#### [Problem to solve]
For every line in the entries that contains "from", show the whole line.

*-*-*

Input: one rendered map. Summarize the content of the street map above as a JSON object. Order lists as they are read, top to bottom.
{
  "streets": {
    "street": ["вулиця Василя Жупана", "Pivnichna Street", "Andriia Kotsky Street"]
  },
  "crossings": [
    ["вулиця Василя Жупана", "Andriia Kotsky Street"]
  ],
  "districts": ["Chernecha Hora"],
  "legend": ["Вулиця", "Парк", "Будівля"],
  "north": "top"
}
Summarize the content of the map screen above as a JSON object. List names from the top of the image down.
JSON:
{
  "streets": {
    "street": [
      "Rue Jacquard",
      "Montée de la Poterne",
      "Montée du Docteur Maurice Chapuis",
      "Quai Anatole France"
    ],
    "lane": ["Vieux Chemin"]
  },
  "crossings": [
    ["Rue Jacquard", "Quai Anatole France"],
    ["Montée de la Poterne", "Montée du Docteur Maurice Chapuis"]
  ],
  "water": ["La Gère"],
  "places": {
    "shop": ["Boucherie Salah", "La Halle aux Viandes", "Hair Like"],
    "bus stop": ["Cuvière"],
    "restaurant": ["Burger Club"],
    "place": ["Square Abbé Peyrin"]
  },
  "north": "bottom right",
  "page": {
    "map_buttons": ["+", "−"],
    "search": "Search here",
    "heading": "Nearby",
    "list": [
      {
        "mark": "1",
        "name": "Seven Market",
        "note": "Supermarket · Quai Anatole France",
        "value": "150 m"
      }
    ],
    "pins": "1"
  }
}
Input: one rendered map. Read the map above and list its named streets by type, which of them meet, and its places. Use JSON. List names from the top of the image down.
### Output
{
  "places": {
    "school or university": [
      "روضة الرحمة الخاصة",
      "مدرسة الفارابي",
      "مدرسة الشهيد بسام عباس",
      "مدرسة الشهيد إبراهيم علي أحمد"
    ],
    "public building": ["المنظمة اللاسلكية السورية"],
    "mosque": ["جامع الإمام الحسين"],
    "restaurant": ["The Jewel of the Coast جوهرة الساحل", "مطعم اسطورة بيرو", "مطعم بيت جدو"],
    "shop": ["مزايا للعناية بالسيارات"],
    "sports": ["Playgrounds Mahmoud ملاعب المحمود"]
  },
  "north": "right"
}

*-*-*

#### [Your response]
Summarize the content of the map screen above as a JSON object. List names from the top of the image down.
Input: one rendered map. Read the map above and list its named streets by type, which of them meet, and its places. Use JSON. List names from the top of the image down.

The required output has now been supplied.